Maybe I want decadence! Maybe I want lavish websites with pleasing color schemes and little image icons as buttons! (Given that the buttons have alt text, of course.) Maybe I want reflowable text and custom fonts that won't break the UI! Maybe I want pages with a thousand faces that reinvent themselves every page load! Maybe I want websites that I can zip up in a single archive and throw wherever I damn please, instead of asking permission from some purposely convoluted database!

Maybe I want the crazy and macabre, the spirited and alive!

And maybe I want transport security too, which Gopher seems to have a little problem with. And the proposed fix, which I must admit is the best fix to Gopher possible without scrapping the whole thing and reinventing HTTP, can't be easily implemented because of all those ancient machines bogging everyone else down. And heaven forbid we leave them out. Seriously, a protocol with absolutely no transport security- what kind of a braindead idea is Gopher? Are you okay with having every word thrown down the pipe accessible to your ISP to log and peer into and inject whatever they want into it? And signing every post with PGP won't help, since your key would also be transmitted in plaintext: if your government really wanted to fuck you over, they could just make your ISP reroute all requests to that particular Gopher server to their own and substitute their own PGP keys, and you'd be none the wiser. There would be no possible trust that a specific post was written by a specific person, unless you'd received their keys through a different, more secure channel. In which case: what's the point?

Security through obscurity is no security at all, and I've lived enough of my life as an insecure sniffling little imitation of a human being.


In tangentially related news, I'm deleting my Github and Keybase accounts.

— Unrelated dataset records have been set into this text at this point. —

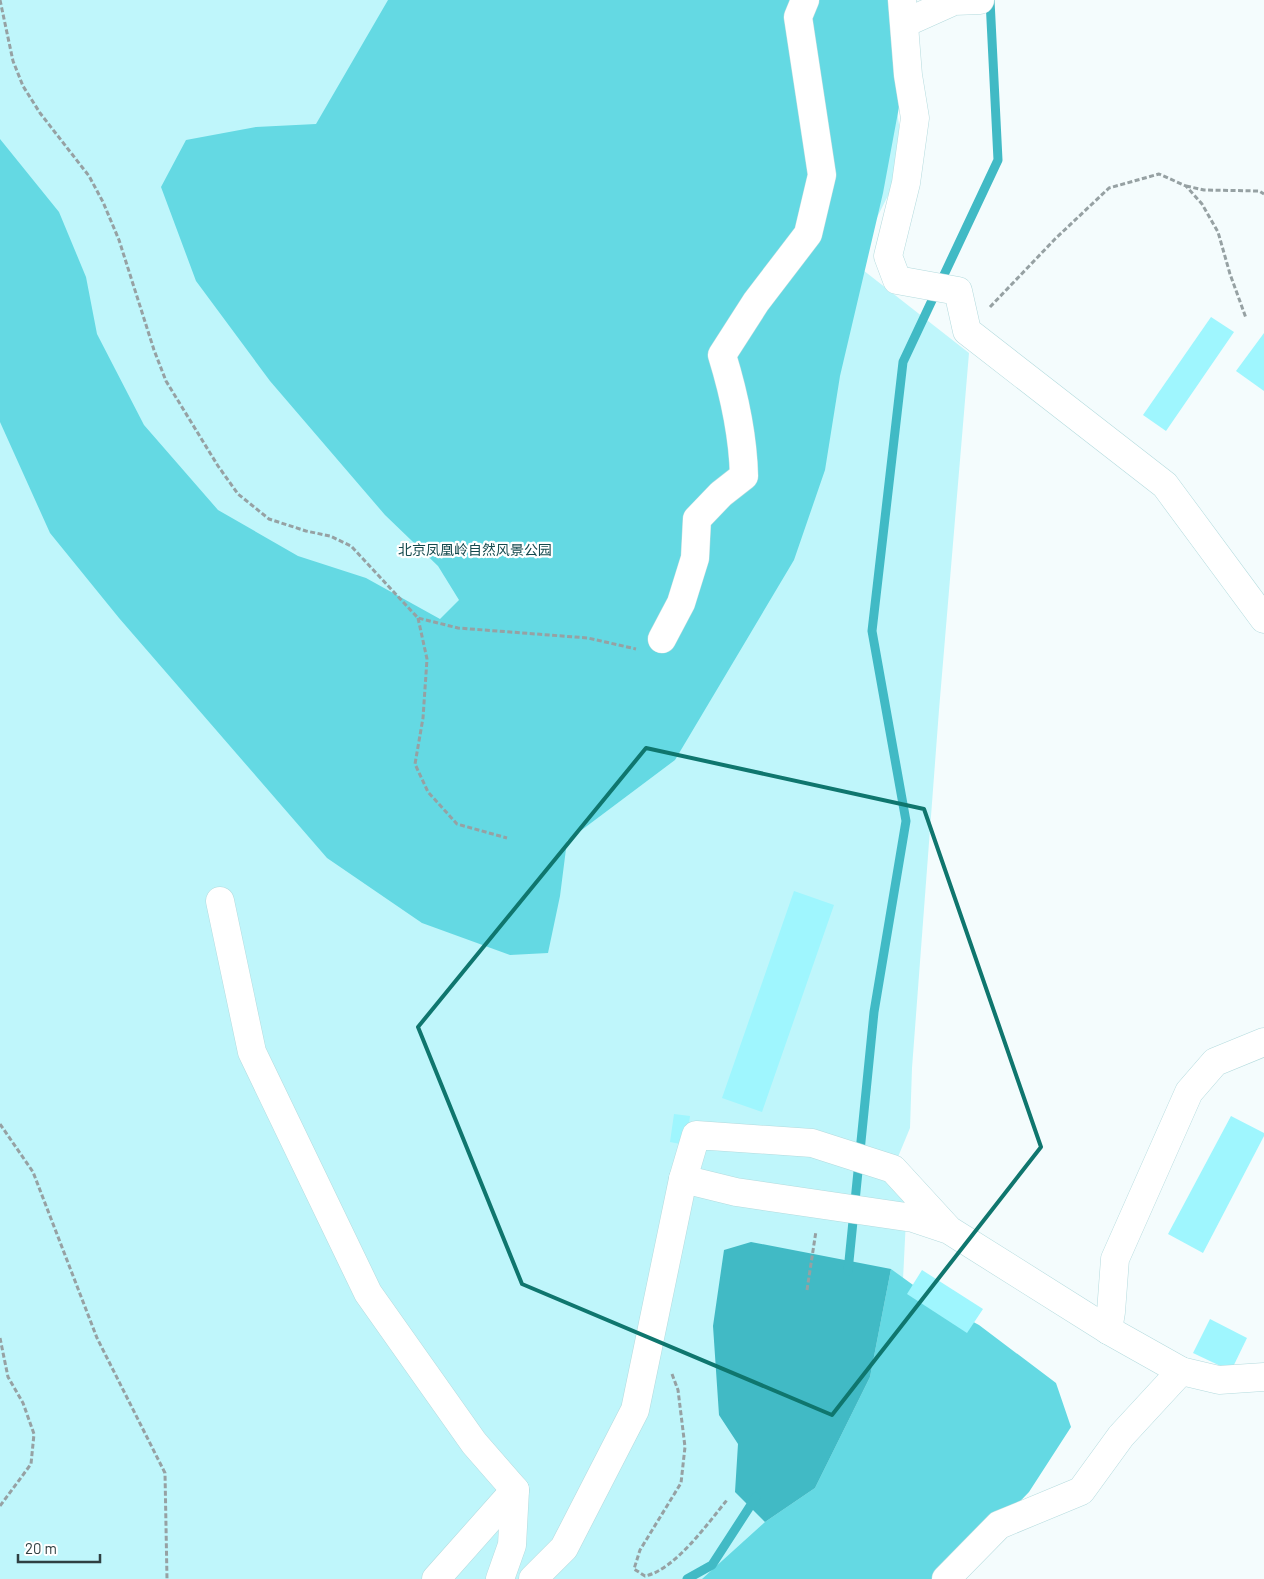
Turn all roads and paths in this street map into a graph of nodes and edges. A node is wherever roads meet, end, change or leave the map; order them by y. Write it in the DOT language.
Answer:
graph roads {
  1 [pos="0,0"];
  2 [pos="804,0"];
  3 [pos="967,1"];
  4 [pos="904,12"];
  5 [pos="1186,186"];
  6 [pos="1264,194"];
  7 [pos="1246,318"];
  8 [pos="967,331"];
  9 [pos="418,618"];
  10 [pos="1264,619"];
  11 [pos="662,639"];
  12 [pos="507,838"];
  13 [pos="220,901"];
  14 [pos="1264,1042"];
  15 [pos="0,1124"];
  16 [pos="683,1179"];
  17 [pos="820,1204"];
  18 [pos="949,1230"];
  19 [pos="807,1290"];
  20 [pos="1108,1330"];
  21 [pos="0,1338"];
  22 [pos="670,1369"];
  23 [pos="1181,1371"];
  24 [pos="1264,1377"];
  25 [pos="515,1490"];
  26 [pos="727,1500"];
  27 [pos="0,1506"];
  28 [pos="167,1579"];
  29 [pos="436,1579"];
  30 [pos="500,1579"];
  31 [pos="533,1579"];
  32 [pos="946,1579"];
  1 -- 9 [label="path"];
  2 -- 11 [label="street"];
  3 -- 4 [label="street"];
  4 -- 8 [label="street"];
  5 -- 6 [label="path"];
  5 -- 7 [label="path"];
  5 -- 8 [label="path"];
  8 -- 10 [label="street"];
  9 -- 11 [label="path"];
  9 -- 12 [label="path"];
  13 -- 25 [label="street"];
  14 -- 20 [label="street"];
  15 -- 28 [label="path"];
  16 -- 17 [label="street"];
  16 -- 18 [label="street"];
  16 -- 31 [label="street"];
  17 -- 18 [label="street"];
  17 -- 19 [label="path"];
  18 -- 20 [label="street"];
  20 -- 23 [label="street"];
  21 -- 27 [label="path"];
  22 -- 26 [label="path"];
  23 -- 24 [label="street"];
  23 -- 32 [label="street"];
  25 -- 29 [label="street"];
  25 -- 30 [label="street"];
}
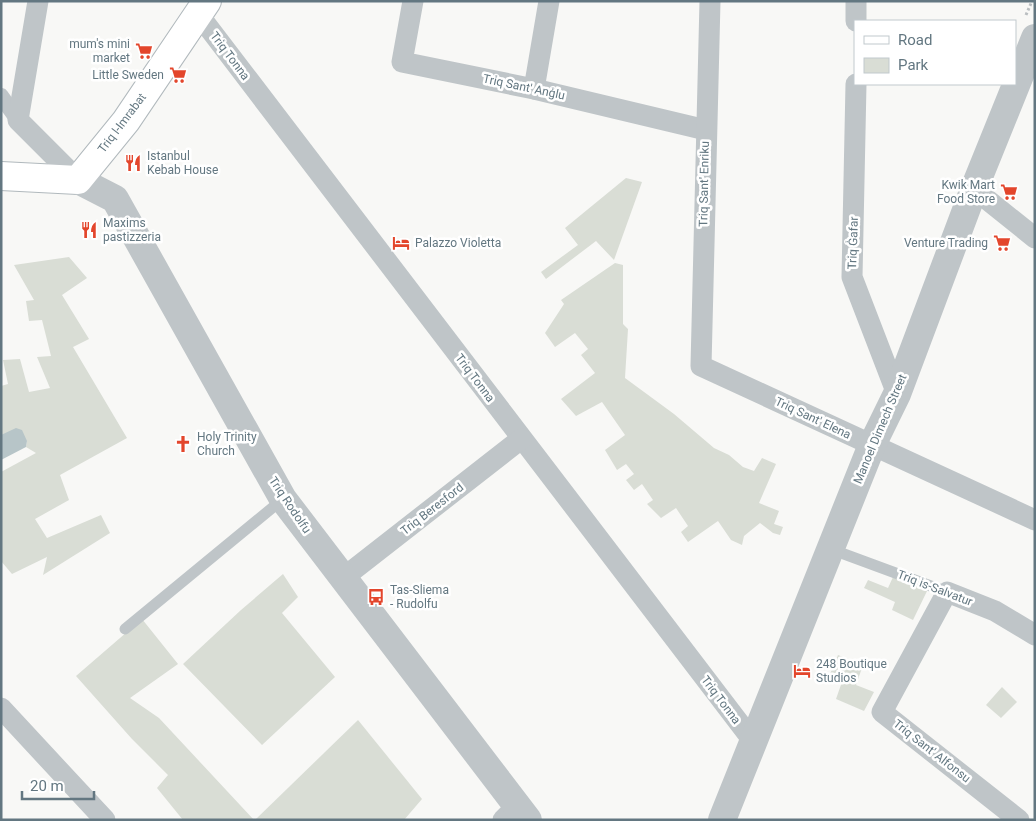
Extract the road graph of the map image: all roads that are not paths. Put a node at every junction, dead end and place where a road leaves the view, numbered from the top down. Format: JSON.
{"nodes":[{"id":1,"x":38,"y":1,"type":"edge"},
{"id":2,"x":413,"y":1,"type":"edge"},
{"id":3,"x":549,"y":1,"type":"edge"},
{"id":4,"x":710,"y":1,"type":"edge"},
{"id":5,"x":856,"y":1,"type":"edge"},
{"id":6,"x":203,"y":8,"type":"edge"},
{"id":7,"x":856,"y":20,"type":"edge"},
{"id":8,"x":1035,"y":38,"type":"edge"},
{"id":9,"x":856,"y":85,"type":"edge"},
{"id":10,"x":534,"y":89,"type":"junction"},
{"id":11,"x":1,"y":96,"type":"edge"},
{"id":12,"x":18,"y":120,"type":"junction"},
{"id":13,"x":706,"y":130,"type":"junction"},
{"id":14,"x":1,"y":176,"type":"edge"},
{"id":15,"x":78,"y":180,"type":"junction"},
{"id":16,"x":974,"y":189,"type":"junction"},
{"id":17,"x":1035,"y":238,"type":"edge"},
{"id":18,"x":701,"y":366,"type":"joint"},
{"id":19,"x":897,"y":394,"type":"junction"},
{"id":20,"x":521,"y":439,"type":"junction"},
{"id":21,"x":872,"y":445,"type":"junction"},
{"id":22,"x":283,"y":499,"type":"junction"},
{"id":23,"x":1035,"y":520,"type":"edge"},
{"id":24,"x":837,"y":552,"type":"junction"},
{"id":25,"x":343,"y":578,"type":"junction"},
{"id":26,"x":947,"y":592,"type":"junction"},
{"id":27,"x":125,"y":629,"type":"dead end"},
{"id":28,"x":1035,"y":635,"type":"edge"},
{"id":29,"x":1,"y":708,"type":"edge"},
{"id":30,"x":753,"y":741,"type":"junction"},
{"id":31,"x":516,"y":815,"type":"edge"},
{"id":32,"x":105,"y":820,"type":"edge"},
{"id":33,"x":722,"y":820,"type":"edge"},
{"id":34,"x":1019,"y":820,"type":"edge"}],
"edges":[{"from":1,"to":12,"type":"street"},
{"from":2,"to":10,"type":"street","name":"Triq Sant' Anġlu"},
{"from":3,"to":10,"type":"street"},
{"from":4,"to":13,"type":"street","name":"Triq Sant' Enriku"},
{"from":5,"to":7,"type":"street"},
{"from":6,"to":15,"type":"main road","name":"Triq l-Imrabat"},
{"from":6,"to":20,"type":"street","name":"Triq Tonna"},
{"from":8,"to":16,"type":"street","name":"Manoel Dimech Street"},
{"from":9,"to":19,"type":"street","name":"Triq Ġafar"},
{"from":10,"to":13,"type":"street","name":"Triq Sant' Anġlu"},
{"from":11,"to":12,"type":"street"},
{"from":12,"to":15,"type":"street"},
{"from":13,"to":18,"type":"street","name":"Triq Sant' Enriku"},
{"from":14,"to":15,"type":"main road"},
{"from":15,"to":22,"type":"street","name":"Triq Rodolfu"},
{"from":16,"to":17,"type":"street"},
{"from":16,"to":19,"type":"street","name":"Manoel Dimech Street"},
{"from":18,"to":21,"type":"street","name":"Triq Sant' Elena"},
{"from":19,"to":21,"type":"street","name":"Manoel Dimech Street"},
{"from":20,"to":25,"type":"street","name":"Triq Beresford"},
{"from":20,"to":30,"type":"street","name":"Triq Tonna"},
{"from":21,"to":23,"type":"street","name":"Triq Sant' Elena"},
{"from":21,"to":24,"type":"street","name":"Manoel Dimech Street"},
{"from":22,"to":25,"type":"street","name":"Triq Rodolfu"},
{"from":22,"to":27,"type":"lane"},
{"from":24,"to":26,"type":"lane","name":"Triq is-Salvatur"},
{"from":24,"to":30,"type":"street","name":"Manoel Dimech Street"},
{"from":25,"to":31,"type":"street","name":"Triq Rodolfu"},
{"from":26,"to":28,"type":"street","name":"Triq is-Salvatur"},
{"from":26,"to":34,"type":"street","name":"Triq Sant' Alfonsu"},
{"from":29,"to":32,"type":"street"},
{"from":30,"to":33,"type":"street","name":"Manoel Dimech Street"}]}
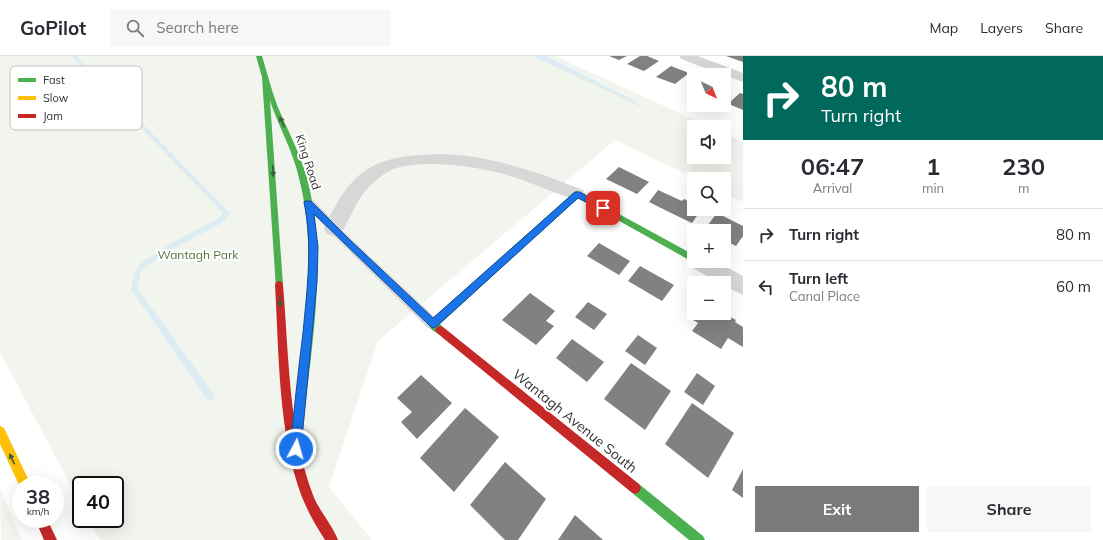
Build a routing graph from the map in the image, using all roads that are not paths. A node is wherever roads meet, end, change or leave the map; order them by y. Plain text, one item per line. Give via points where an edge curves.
1 (259, 56) edge
2 (686, 56) edge
3 (265, 77) junction
4 (743, 78) edge
5 (577, 194) junction
6 (308, 202) junction
7 (334, 229) junction
8 (687, 255) edge
9 (711, 268) edge
10 (743, 286) edge
11 (433, 324) junction
12 (0, 432) edge
13 (296, 449) junction
14 (21, 476) edge
15 (45, 528) edge
16 (51, 540) edge
17 (332, 540) edge
18 (699, 540) edge

1 - 3 main road, King Road
2 - 4 street
6 -> 3 main road, King Road via 298,164
3 -> 13 main road, King Road via 282,327
5 - 7 street via 485,162 444,159 401,161 382,168 359,186 347,200
5 - 8 main road
5 - 11 main road
6 - 7 lane
6 - 13 main road, King Road via 314,247 313,282
7 - 11 lane
9 - 10 street
11 - 18 main road, Wantagh Avenue South
14 -> 12 main road
13 - 17 main road, King Road via 308,496
15 - 16 main road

I've already known of the Microsoft acquisition for some time now. But the main problem with Github is the network effect: without an account, one can't easily submit bug reports or pull requests. My Github page has mainly sat abandoned since that one Python class I took last year at college, the exception being the aforementioned bug reports.

I signed up for Keybase at the start of October of 2018, right after the explosive aftermath of the Lucine saga, where I was worried that one of the Tumblrites I'd pissed off would start impersonating me in attempts to get me in trouble with the law. My line of thought was that, if I had some kind of centralized official service where I could prove exactly what websites and social media accounts I was in control of, the likelihood of someone else to successfully put on my personage like a meat puppet would be effectively zero.

So why leave now?

Long story short:

Which would be all fine and dandy if Keybase had asked users if they had wanted to participate first, instead of automatically adding a Stellar wallet to every account the first month of the airdrop. Keybase took the private keys of its users and automatically signed a payment address onto their profiles without their consent, which they themselves define as a backdoor. And there is currently no way to remove the Stellar wallet from one's profile.

And while Keybase technically lets you have the secret keys to the Stellar wallet, meaning one could theoretically use a different wallet app, the issue remains that none of this should have happened without the users' consent- and that Keybase violated it for a glorified promotion.

If they have the ability to do this, even if it's for (disputably) benevolent purposes, what's to stop them from getting malicious in the future?

There are smaller issues with Keybase as well. The desktop app doesn't work on Tails, for one. The FUSE filesystem mounts automatically and doesn't seem to be removable, which can mess up df -h counts, even though technically Ubuntu's Snap system has the same problem. And, the most egregious one in my eyes, is that it's centralized.

There is no further reason for me to be using Keybase or Github, and the upcoming new decade is the perfect excuse to do some spring winter cleaning.